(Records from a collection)
"""

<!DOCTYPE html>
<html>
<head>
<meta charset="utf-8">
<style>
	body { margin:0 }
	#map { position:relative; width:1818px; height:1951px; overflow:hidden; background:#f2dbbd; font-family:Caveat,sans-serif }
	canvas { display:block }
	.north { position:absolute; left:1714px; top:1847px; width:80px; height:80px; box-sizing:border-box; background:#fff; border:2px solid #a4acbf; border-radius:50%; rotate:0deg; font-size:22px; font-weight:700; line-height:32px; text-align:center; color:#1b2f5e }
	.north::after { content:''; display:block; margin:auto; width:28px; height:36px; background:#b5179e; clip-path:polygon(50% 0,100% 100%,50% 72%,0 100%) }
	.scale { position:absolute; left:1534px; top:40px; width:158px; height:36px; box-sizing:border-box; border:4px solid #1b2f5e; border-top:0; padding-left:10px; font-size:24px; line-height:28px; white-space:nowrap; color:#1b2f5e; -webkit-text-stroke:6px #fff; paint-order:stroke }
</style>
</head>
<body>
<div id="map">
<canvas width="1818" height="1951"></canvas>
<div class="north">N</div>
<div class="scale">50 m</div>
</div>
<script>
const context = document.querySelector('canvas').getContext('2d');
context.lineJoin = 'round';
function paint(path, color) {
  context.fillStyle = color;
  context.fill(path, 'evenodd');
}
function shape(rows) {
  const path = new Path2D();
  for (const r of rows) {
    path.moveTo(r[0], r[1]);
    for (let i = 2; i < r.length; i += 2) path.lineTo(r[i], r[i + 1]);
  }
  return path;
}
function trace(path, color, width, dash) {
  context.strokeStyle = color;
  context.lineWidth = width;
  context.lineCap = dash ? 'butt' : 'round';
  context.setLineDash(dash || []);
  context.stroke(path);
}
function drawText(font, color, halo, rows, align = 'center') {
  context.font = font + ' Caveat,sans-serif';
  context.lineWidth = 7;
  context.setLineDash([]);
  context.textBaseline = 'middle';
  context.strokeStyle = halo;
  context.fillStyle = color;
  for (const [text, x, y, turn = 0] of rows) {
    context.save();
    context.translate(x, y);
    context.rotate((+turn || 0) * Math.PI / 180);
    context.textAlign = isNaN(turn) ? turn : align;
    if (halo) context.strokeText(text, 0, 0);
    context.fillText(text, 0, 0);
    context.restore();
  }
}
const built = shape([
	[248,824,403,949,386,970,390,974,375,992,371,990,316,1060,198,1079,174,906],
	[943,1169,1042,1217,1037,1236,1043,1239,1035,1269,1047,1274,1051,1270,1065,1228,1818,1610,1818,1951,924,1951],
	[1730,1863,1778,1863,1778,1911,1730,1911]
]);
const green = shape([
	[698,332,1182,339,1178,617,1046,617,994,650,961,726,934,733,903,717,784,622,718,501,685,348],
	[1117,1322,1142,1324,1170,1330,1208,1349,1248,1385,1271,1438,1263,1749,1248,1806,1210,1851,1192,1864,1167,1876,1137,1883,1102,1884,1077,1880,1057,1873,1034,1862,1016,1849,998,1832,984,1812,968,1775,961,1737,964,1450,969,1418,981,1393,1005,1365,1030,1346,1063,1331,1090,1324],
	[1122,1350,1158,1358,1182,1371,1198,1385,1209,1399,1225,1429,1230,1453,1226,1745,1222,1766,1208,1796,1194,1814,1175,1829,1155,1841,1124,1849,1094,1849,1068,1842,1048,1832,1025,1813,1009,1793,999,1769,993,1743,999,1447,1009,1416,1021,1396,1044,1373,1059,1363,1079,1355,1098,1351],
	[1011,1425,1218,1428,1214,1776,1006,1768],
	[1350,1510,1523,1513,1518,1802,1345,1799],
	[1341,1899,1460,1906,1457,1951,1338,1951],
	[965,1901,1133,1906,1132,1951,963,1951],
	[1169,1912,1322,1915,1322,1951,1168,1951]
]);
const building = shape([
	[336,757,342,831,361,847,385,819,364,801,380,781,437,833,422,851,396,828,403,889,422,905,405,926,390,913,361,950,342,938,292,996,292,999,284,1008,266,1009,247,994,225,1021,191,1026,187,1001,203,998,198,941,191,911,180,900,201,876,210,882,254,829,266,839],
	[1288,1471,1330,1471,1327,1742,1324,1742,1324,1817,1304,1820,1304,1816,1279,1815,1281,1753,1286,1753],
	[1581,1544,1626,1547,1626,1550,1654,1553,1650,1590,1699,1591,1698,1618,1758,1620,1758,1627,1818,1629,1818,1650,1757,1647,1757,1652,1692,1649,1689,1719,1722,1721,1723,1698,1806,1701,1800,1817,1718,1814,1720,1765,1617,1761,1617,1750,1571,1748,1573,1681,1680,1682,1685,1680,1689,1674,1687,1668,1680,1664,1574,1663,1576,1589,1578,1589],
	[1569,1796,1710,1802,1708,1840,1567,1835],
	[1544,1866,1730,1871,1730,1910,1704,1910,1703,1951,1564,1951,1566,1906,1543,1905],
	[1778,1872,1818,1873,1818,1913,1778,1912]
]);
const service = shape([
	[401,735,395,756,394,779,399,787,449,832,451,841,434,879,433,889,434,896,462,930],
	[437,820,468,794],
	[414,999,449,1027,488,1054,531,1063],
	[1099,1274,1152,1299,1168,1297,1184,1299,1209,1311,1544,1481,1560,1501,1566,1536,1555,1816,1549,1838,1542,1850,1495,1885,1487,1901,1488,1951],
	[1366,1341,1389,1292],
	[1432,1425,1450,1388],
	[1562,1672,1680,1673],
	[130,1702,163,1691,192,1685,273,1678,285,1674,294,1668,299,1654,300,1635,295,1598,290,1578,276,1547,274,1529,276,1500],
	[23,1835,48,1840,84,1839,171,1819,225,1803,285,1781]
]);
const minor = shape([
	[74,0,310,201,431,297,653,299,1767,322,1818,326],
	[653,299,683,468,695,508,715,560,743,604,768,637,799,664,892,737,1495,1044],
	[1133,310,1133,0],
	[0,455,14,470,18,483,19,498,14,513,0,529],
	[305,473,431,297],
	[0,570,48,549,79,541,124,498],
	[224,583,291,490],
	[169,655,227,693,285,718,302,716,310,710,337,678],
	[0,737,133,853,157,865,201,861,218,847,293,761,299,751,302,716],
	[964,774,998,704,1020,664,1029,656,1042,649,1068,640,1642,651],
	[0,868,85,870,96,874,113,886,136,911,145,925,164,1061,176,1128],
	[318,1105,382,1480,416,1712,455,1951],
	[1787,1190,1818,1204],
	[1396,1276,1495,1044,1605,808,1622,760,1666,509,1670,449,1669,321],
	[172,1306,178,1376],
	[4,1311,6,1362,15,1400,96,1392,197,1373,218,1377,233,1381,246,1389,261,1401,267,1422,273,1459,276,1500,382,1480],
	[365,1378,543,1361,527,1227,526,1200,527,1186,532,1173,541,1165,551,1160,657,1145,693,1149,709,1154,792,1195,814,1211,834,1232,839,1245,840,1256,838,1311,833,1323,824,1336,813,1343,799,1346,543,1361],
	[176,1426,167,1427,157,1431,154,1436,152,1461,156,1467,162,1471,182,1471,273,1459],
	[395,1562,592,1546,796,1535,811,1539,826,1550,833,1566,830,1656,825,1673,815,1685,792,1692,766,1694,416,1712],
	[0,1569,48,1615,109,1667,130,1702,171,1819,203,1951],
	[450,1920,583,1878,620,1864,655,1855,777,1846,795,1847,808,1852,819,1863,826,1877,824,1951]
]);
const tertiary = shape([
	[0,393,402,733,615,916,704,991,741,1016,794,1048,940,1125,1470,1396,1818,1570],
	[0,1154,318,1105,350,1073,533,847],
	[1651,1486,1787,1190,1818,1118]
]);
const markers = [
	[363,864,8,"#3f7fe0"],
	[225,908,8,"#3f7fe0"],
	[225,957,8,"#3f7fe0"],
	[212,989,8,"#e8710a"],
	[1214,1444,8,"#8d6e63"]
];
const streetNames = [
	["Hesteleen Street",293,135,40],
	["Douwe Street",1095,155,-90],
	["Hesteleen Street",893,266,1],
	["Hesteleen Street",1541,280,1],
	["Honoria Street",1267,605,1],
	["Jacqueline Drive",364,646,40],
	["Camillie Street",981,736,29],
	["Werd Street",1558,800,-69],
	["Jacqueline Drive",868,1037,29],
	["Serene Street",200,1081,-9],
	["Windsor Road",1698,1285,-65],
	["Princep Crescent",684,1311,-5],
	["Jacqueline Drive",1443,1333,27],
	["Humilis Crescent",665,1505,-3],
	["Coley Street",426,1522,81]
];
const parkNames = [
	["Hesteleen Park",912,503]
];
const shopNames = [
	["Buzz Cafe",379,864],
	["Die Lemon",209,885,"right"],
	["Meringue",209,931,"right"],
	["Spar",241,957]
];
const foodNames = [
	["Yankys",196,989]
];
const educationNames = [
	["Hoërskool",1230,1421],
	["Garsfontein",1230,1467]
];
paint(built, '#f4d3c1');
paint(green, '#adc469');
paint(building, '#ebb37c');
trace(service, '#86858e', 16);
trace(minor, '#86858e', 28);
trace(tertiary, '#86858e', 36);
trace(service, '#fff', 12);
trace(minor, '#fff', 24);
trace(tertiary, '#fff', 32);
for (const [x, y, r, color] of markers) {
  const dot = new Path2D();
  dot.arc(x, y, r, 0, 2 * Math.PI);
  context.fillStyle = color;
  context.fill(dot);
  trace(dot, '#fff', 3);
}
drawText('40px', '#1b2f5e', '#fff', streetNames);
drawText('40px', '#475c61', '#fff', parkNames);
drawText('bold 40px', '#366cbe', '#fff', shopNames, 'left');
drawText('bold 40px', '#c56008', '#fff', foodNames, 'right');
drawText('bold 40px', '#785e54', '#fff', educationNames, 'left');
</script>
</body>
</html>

"""

_ACTIVITY_: Give an exact reproduction of the lines from the one with "context.fill(dot);" to the final line of the entries, including both.

_EXERCISE RESPONSE_:
  context.fill(dot);
  trace(dot, '#fff', 3);
}
drawText('40px', '#1b2f5e', '#fff', streetNames);
drawText('40px', '#475c61', '#fff', parkNames);
drawText('bold 40px', '#366cbe', '#fff', shopNames, 'left');
drawText('bold 40px', '#c56008', '#fff', foodNames, 'right');
drawText('bold 40px', '#785e54', '#fff', educationNames, 'left');
</script>
</body>
</html>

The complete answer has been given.